The successful rollout of the COVID-19 vaccines across York and North Yorkshire is expanding to include everyone aged over 60 and people with underlying health conditions.
The push to protect people from the virus is moving into the next phase following the successful first stage targeting the top four priority groups – those aged 70 and over, care home workers, residents, front-line health and care workers and the clinically extremely vulnerable.
The latest figures show that 247,629 vaccine doses have been given to people across North Yorkshire and the Vale of York. However, despite the success of the programme, it remains vital that everyone who has been vaccinated continues to follow the latest lockdown guidelines to reduce the spread of the virus.
Now, while moving down the age groups, local GP-led vaccination services are focusing initially on the clinically vulnerable in their area, including those with long-term conditions. This means some younger people with underlying health conditions may be offered a local appointment before some in the 60-69 age group – this does not mean anyone has been missed, and everyone will hear directly from the NHS when it’s their turn.
In the coming months, everyone in the country will be offered COVID-19 jabs in the largest vaccination programme ever undertaken by the NHS. While everyone will be contacted by their local GP-led vaccination service in due course, the national booking service is currently open to anyone aged over 60, who has previously received a letter saying they are at high risk from coronavirus (clinically extremely vulnerable), is an eligible front-line health or social care worker or is eligible for Carer’s Allowance. Appointments booked in this way are usually offered at a larger regional vaccination centre or a pharmacy.
Dr Nigel Wells, NHS Vale of York Clinical Commissioning Group (CCG) Clinical Chair, said: “The NHS in in our area is working incredibly hard to deliver the COVID-19 vaccination. I would like to thank everyone working to support the programme – from volunteers to vaccinators and many others – as well as the wider public for their continued support and understanding.
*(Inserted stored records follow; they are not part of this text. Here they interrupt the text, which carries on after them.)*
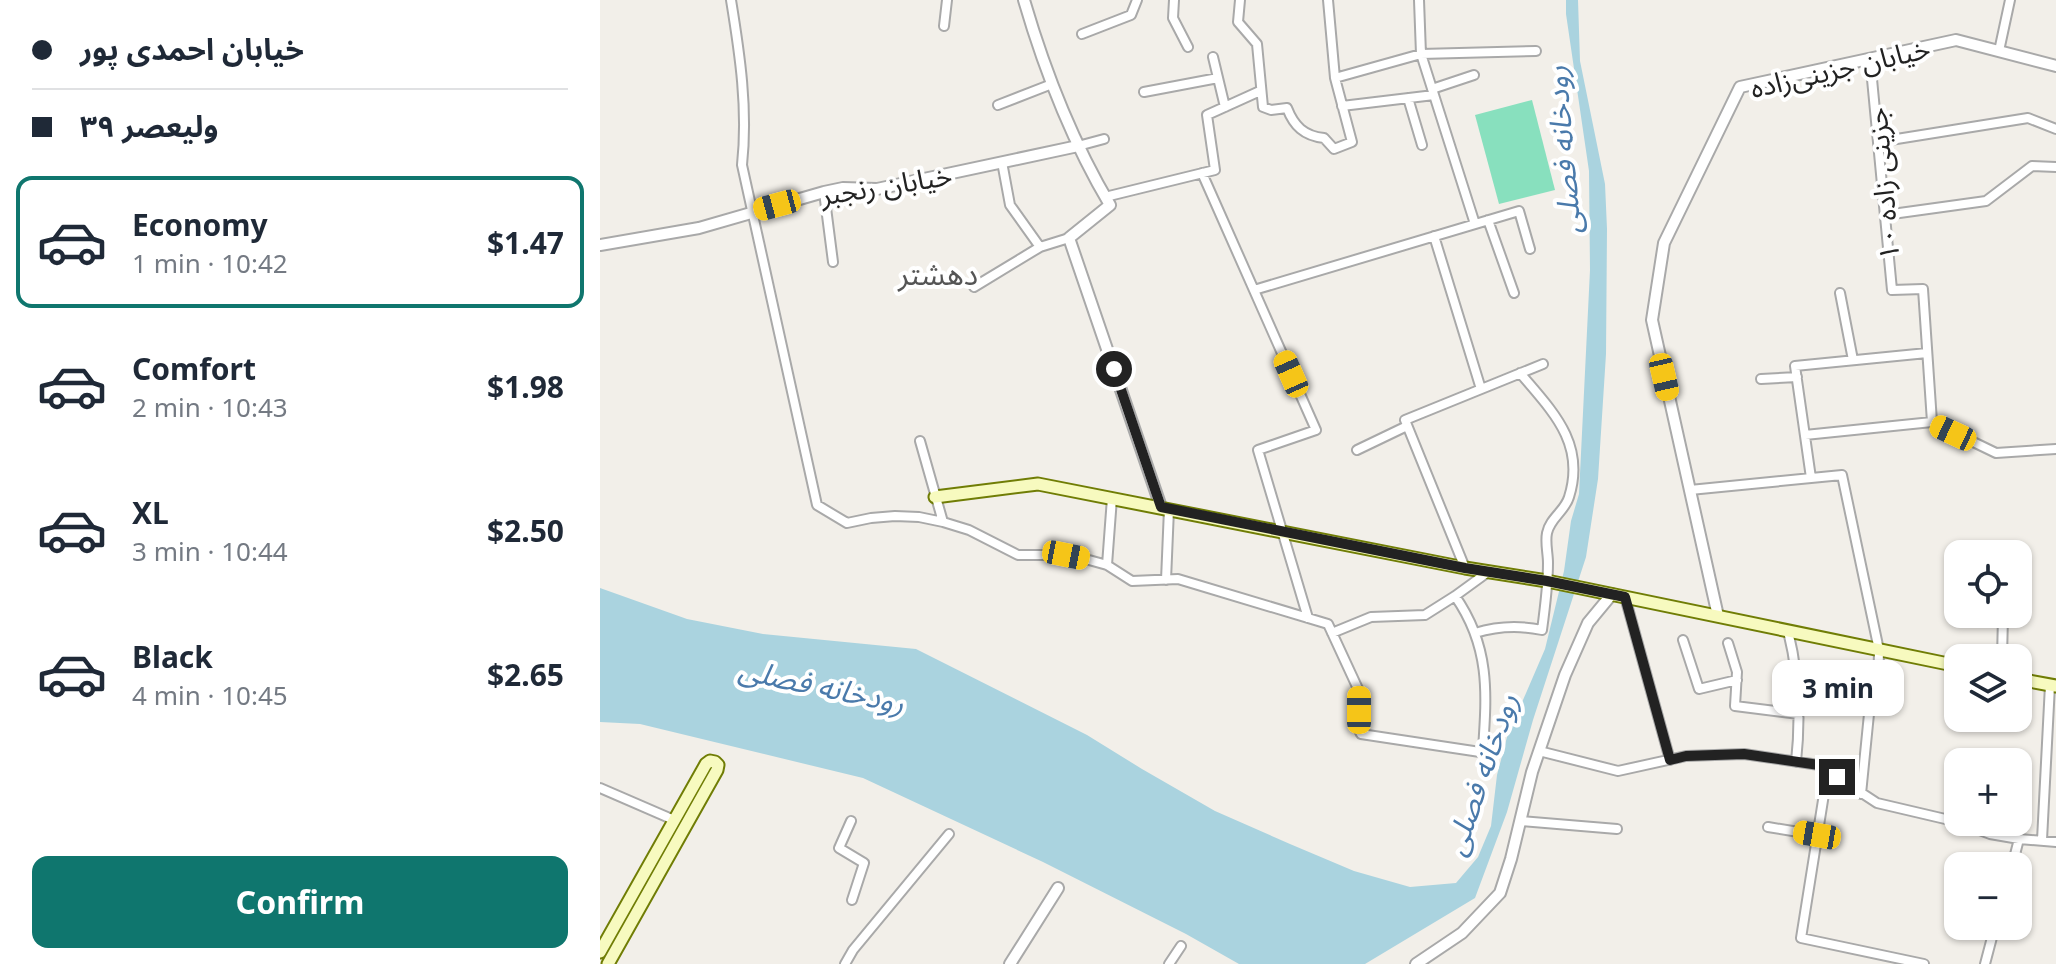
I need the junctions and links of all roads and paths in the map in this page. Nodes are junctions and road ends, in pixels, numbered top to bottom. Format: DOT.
graph roads {
  1 [pos="731,0"];
  2 [pos="947,0"];
  3 [pos="1024,0"];
  4 [pos="1137,0"];
  5 [pos="1174,0"];
  6 [pos="1240,0"];
  7 [pos="1328,0"];
  8 [pos="1419,0"];
  9 [pos="2010,0"];
  10 [pos="944,26"];
  11 [pos="1082,34"];
  12 [pos="1188,47"];
  13 [pos="1536,51"];
  14 [pos="1999,51"];
  15 [pos="1421,54"];
  16 [pos="1213,57"];
  17 [pos="1870,58"];
  18 [pos="2056,66"];
  19 [pos="1474,75"];
  20 [pos="1218,78"];
  21 [pos="1335,78"];
  22 [pos="1052,84"];
  23 [pos="1260,91"];
  24 [pos="1144,92"];
  25 [pos="1433,92"];
  26 [pos="1408,98"];
  27 [pos="998,105"];
  28 [pos="1342,106"];
  29 [pos="1225,107"];
  30 [pos="2056,129"];
  31 [pos="1104,139"];
  32 [pos="1878,142"];
  33 [pos="1422,145"];
  34 [pos="1078,146"];
  35 [pos="1002,162"];
  36 [pos="2056,167"];
  37 [pos="1202,173"];
  38 [pos="824,192"];
  39 [pos="1105,197"];
  40 [pos="753,211"];
  41 [pos="1885,215"];
  42 [pos="1488,220"];
  43 [pos="1475,224"];
  44 [pos="1434,236"];
  45 [pos="1069,238"];
  46 [pos="600,245"];
  47 [pos="1040,247"];
  48 [pos="1530,249"];
  49 [pos="833,262"];
  50 [pos="974,287"];
  51 [pos="1254,290"];
  52 [pos="1514,293"];
  53 [pos="1840,293"];
  54 [pos="1927,353"];
  55 [pos="1853,360"];
  56 [pos="1543,364"];
  57 [pos="1520,373"];
  58 [pos="1797,377"];
  59 [pos="1761,379"];
  60 [pos="1481,389"];
  61 [pos="1932,422"];
  62 [pos="1407,426"];
  63 [pos="1805,435"];
  64 [pos="920,441"];
  65 [pos="2056,449"];
  66 [pos="1357,450"];
  67 [pos="1811,478"];
  68 [pos="1690,490"];
  69 [pos="935,497"];
  70 [pos="1112,498"];
  71 [pos="1165,508"];
  72 [pos="943,522"];
  73 [pos="1281,532"];
  74 [pos="1107,565"];
  75 [pos="1465,568"];
  76 [pos="1489,571"];
  77 [pos="1166,580"];
  78 [pos="1547,581"];
  79 [pos="1612,594"];
  80 [pos="1455,596"];
  81 [pos="1625,597"];
  82 [pos="1718,616"];
  83 [pos="1308,618"];
  84 [pos="1788,631"];
  85 [pos="1332,633"];
  86 [pos="1475,633"];
  87 [pos="1683,640"];
  88 [pos="1728,643"];
  89 [pos="1879,650"];
  90 [pos="1944,663"];
  91 [pos="1737,680"];
  92 [pos="2032,682"];
  93 [pos="2053,686"];
  94 [pos="1799,714"];
  95 [pos="1539,751"];
  96 [pos="1670,760"];
  97 [pos="1796,762"];
  98 [pos="1837,777"];
  99 [pos="600,788"];
  100 [pos="1861,794"];
  101 [pos="1944,819"];
  102 [pos="674,820"];
  103 [pos="851,821"];
  104 [pos="1520,821"];
  105 [pos="1768,827"];
  106 [pos="1617,829"];
  107 [pos="949,834"];
  108 [pos="1817,835"];
  109 [pos="2002,836"];
  110 [pos="2019,839"];
  111 [pos="2042,840"];
  112 [pos="2056,842"];
  113 [pos="2016,852"];
  114 [pos="1058,888"];
  115 [pos="852,900"];
  116 [pos="1991,940"];
  117 [pos="1181,946"];
  118 [pos="600,952"];
  119 [pos="608,964"];
  120 [pos="845,964"];
  121 [pos="1010,964"];
  122 [pos="1169,964"];
  123 [pos="1416,964"];
  124 [pos="1924,964"];
  125 [pos="1985,964"];
  1 -- 40 [label="street"];
  2 -- 10 [label="street"];
  3 -- 22 [label="street"];
  4 -- 11 [label="street"];
  5 -- 12 [label="street"];
  6 -- 23 [label="street"];
  7 -- 21 [label="street"];
  8 -- 15 [label="street"];
  9 -- 14 [label="street"];
  13 -- 15 [label="street"];
  14 -- 17 [label="street, خیابان جزینی‌زاده"];
  14 -- 18 [label="street, خیابان جزینی‌زاده"];
  15 -- 21 [label="street"];
  15 -- 25 [label="street"];
  16 -- 20 [label="street"];
  17 -- 32 [label="street, جزینی زاده ۱۰"];
  17 -- 68 [label="street, خیابان جزینی‌زاده"];
  19 -- 25 [label="street"];
  20 -- 24 [label="street"];
  20 -- 29 [label="street"];
  21 -- 28 [label="street"];
  22 -- 27 [label="street"];
  22 -- 34 [label="street"];
  23 -- 28 [label="street"];
  23 -- 29 [label="street"];
  25 -- 26 [label="street"];
  25 -- 43 [label="street"];
  26 -- 28 [label="street"];
  26 -- 33 [label="street"];
  29 -- 37 [label="street"];
  30 -- 32 [label="street"];
  31 -- 34 [label="street"];
  32 -- 41 [label="street, جزینی زاده ۱۰"];
  34 -- 35 [label="street, خیابان رنجبر"];
  34 -- 39 [label="street"];
  35 -- 38 [label="street, خیابان رنجبر"];
  35 -- 47 [label="street"];
  36 -- 41 [label="street"];
  37 -- 39 [label="street"];
  37 -- 51 [label="street"];
  38 -- 40 [label="street, خیابان رنجبر"];
  38 -- 49 [label="street"];
  39 -- 45 [label="street"];
  40 -- 46 [label="street, خیابان رنجبر"];
  40 -- 72 [label="street"];
  41 -- 54 [label="street, جزینی زاده ۱۰"];
  42 -- 43 [label="street"];
  42 -- 48 [label="street"];
  42 -- 52 [label="street"];
  43 -- 44 [label="street"];
  44 -- 51 [label="street"];
  44 -- 60 [label="street"];
  45 -- 47 [label="street"];
  45 -- 71 [label="street"];
  47 -- 50 [label="street"];
  51 -- 73 [label="street"];
  53 -- 55 [label="street"];
  54 -- 55 [label="street"];
  54 -- 61 [label="street, جزینی زاده ۱۰"];
  55 -- 58 [label="street"];
  56 -- 57 [label="street"];
  57 -- 60 [label="street"];
  57 -- 78 [label="street"];
  58 -- 59 [label="street"];
  58 -- 63 [label="street"];
  60 -- 62 [label="street"];
  61 -- 63 [label="street"];
  61 -- 65 [label="street"];
  62 -- 66 [label="street"];
  62 -- 75 [label="street"];
  63 -- 67 [label="street"];
  64 -- 69 [label="street"];
  67 -- 68 [label="street"];
  67 -- 89 [label="street"];
  68 -- 82 [label="street, خیابان جزینی‌زاده"];
  69 -- 70 [label="main road"];
  69 -- 72 [label="street"];
  70 -- 71 [label="main road"];
  70 -- 74 [label="street"];
  71 -- 73 [label="main road"];
  71 -- 77 [label="street"];
  72 -- 74 [label="street"];
  73 -- 75 [label="main road"];
  73 -- 83 [label="street"];
  74 -- 77 [label="street"];
  75 -- 76 [label="main road"];
  76 -- 78 [label="main road"];
  76 -- 80 [label="street"];
  77 -- 83 [label="street"];
  78 -- 79 [label="main road"];
  78 -- 86 [label="street"];
  79 -- 81 [label="main road"];
  79 -- 95 [label="street"];
  80 -- 85 [label="street"];
  80 -- 86 [label="street"];
  81 -- 82 [label="main road"];
  81 -- 96 [label="street"];
  82 -- 84 [label="main road"];
  83 -- 85 [label="street"];
  84 -- 89 [label="main road"];
  84 -- 94 [label="street"];
  85 -- 86 [label="street"];
  87 -- 91 [label="street"];
  88 -- 91 [label="street"];
  89 -- 90 [label="main road"];
  89 -- 100 [label="street"];
  91 -- 94 [label="street"];
  92 -- 93 [label="main road"];
  93 -- 111 [label="street"];
  94 -- 97 [label="street"];
  95 -- 96 [label="street"];
  95 -- 104 [label="street"];
  96 -- 97 [label="street"];
  97 -- 98 [label="street"];
  98 -- 100 [label="street"];
  98 -- 108 [label="street"];
  99 -- 102 [label="street"];
  100 -- 101 [label="street"];
  102 -- 118 [label="main road"];
  102 -- 119 [label="main road"];
  103 -- 115 [label="street"];
  104 -- 106 [label="street"];
  104 -- 123 [label="street"];
  105 -- 108 [label="street"];
  107 -- 120 [label="street"];
  108 -- 124 [label="street"];
  109 -- 110 [label="street"];
  110 -- 111 [label="street"];
  110 -- 113 [label="street"];
  111 -- 112 [label="street"];
  114 -- 121 [label="street"];
  116 -- 125 [label="street"];
  117 -- 122 [label="street"];
}
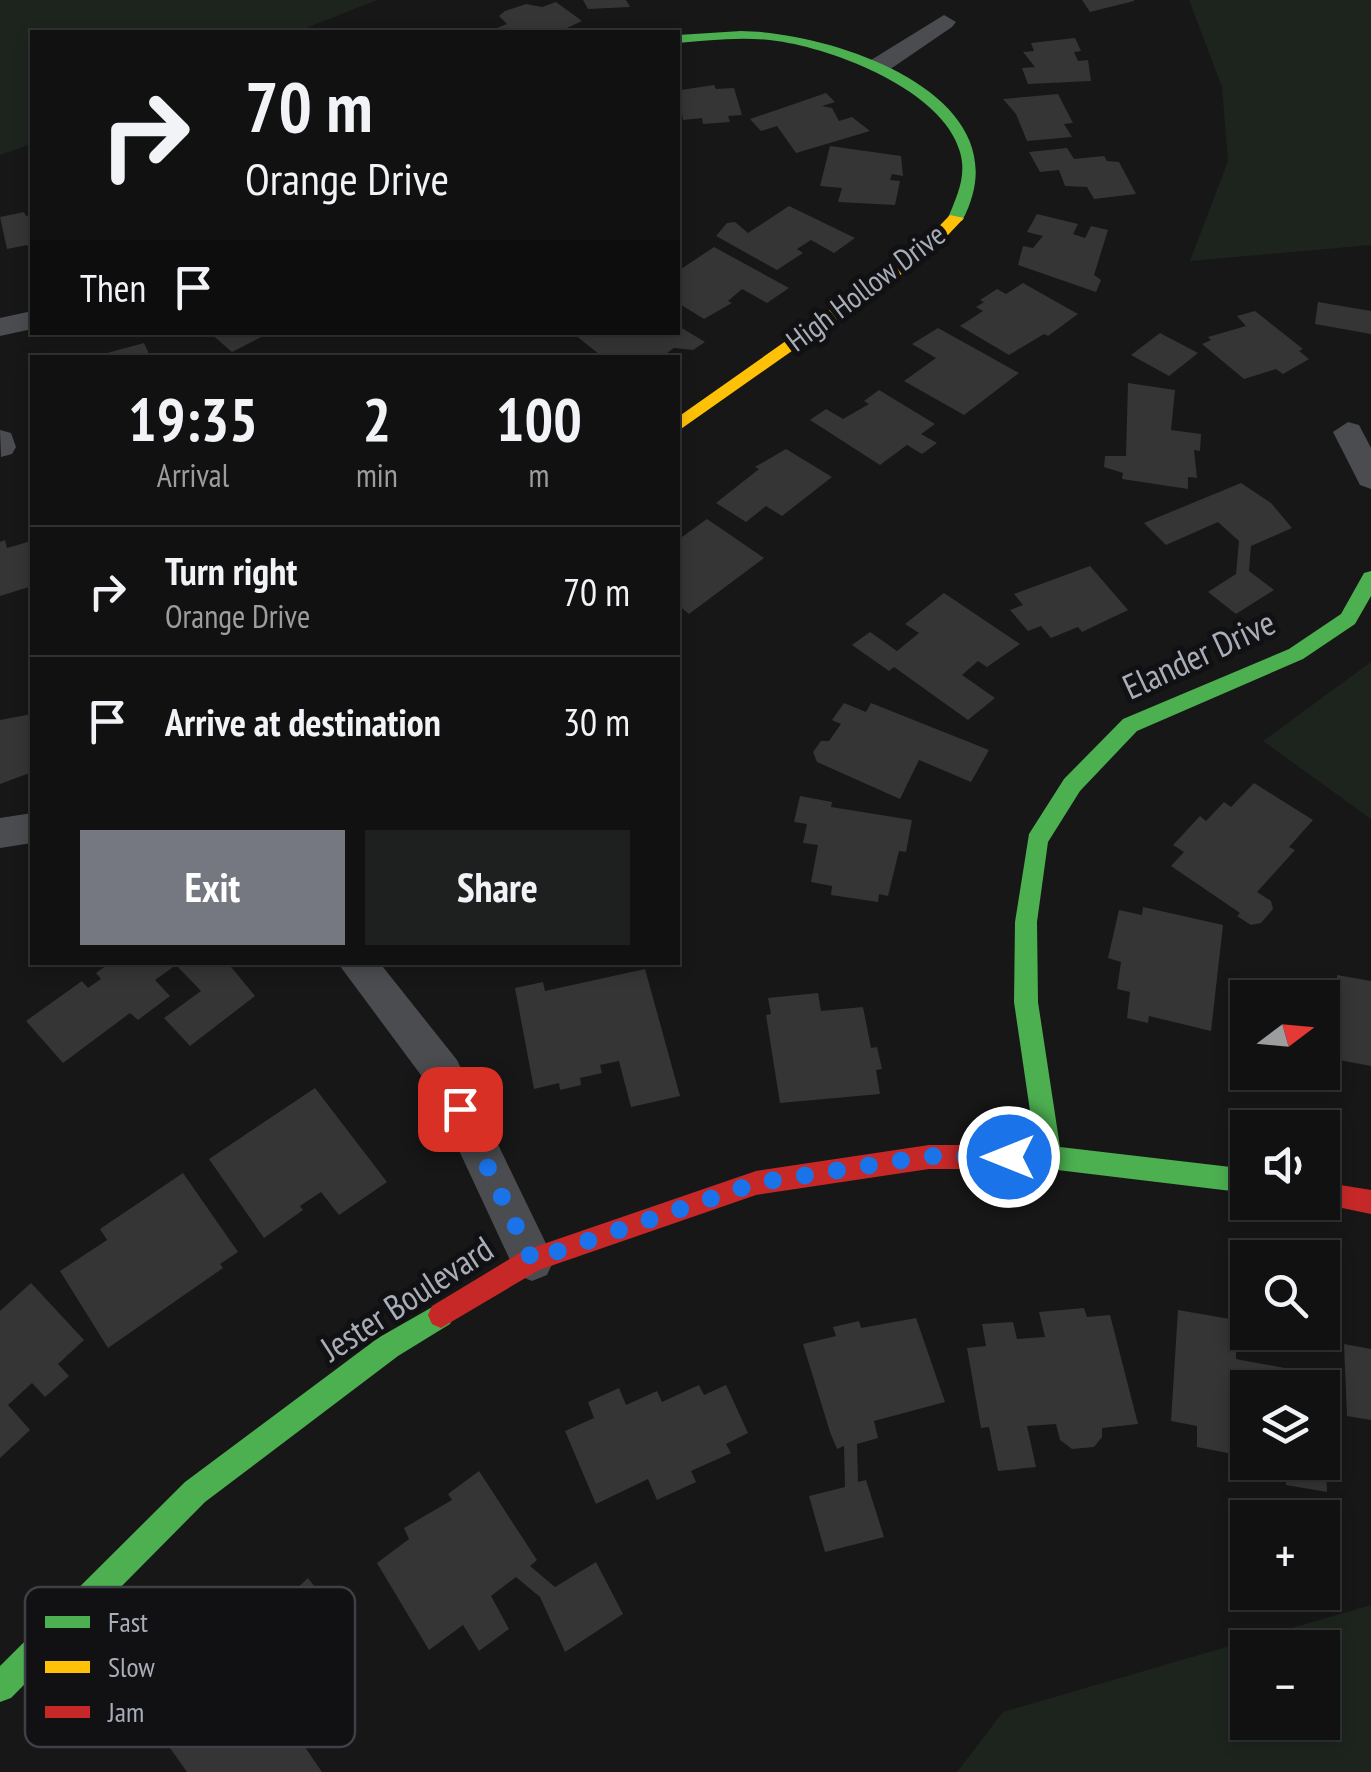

“This immense local effort across the York and North Yorkshire health and care system has led to the rapid rollout of the programme across our communities.
“The vaccines, which have been extensively tested, are given as an injection into your upper arm in two doses, with the second following three to 12 weeks after the first. While the first dose should give you good protection against the effects of COVID-19 in a few weeks, it’s important to remember you could still catch or spread the virus – including the new emerging more infectious variants.”
NHS North Yorkshire Clinical Commissioning Group (CCG) Accountable Officer, Amanda Bloor, said: “We continue to encourage everyone who is invited for a vaccination to take up the offer to protect not only themselves but their families and loved ones.
“It’s also important that people attend for their second dose when the time comes to get the maximum protection offered by the vaccines currently being administered.
“We’re seeing high take-up of the vaccine in North Yorkshire and York, but if you were one of those in the first four priority groups who did not initially come forward it’s not too late if you’ve changed your mind – you can get in touch with the National Booking Service online or by calling 119 to get an appointment at one of the larger vaccination centres.
“In North Yorkshire and York we are on target to offer vaccinations to everyone in the nine priority groups by the middle of April. This wouldn’t be possible without the dedication and commitment of a lot of people, from our GPs, nurses and primary care teams to the vaccinators, car park marshals and numerous other volunteers. I would like to thank everyone who’s playing their part.”
In England, the vaccine is being offered in some hospitals and pharmacies, at hundreds of local vaccination centres run by GPs and at larger vaccination centres. More centres are opening all the time and everyone will be offered a vaccine in due course.
However, to help keep pressure off services it is important not to contact the NHS about the vaccine until you’ve been notified that it’s your turn. The vaccine is free – the NHS will never ask for bank details, account numbers, pins or passwords, or for copies of personal documents such as a driving licence, passport or payslip.
If you do not want an appointment at a larger vaccination centre or pharmacy, please do not contact your GP surgery to enquire about the vaccine – please wait for your local NHS team to contact you when it’s your turn.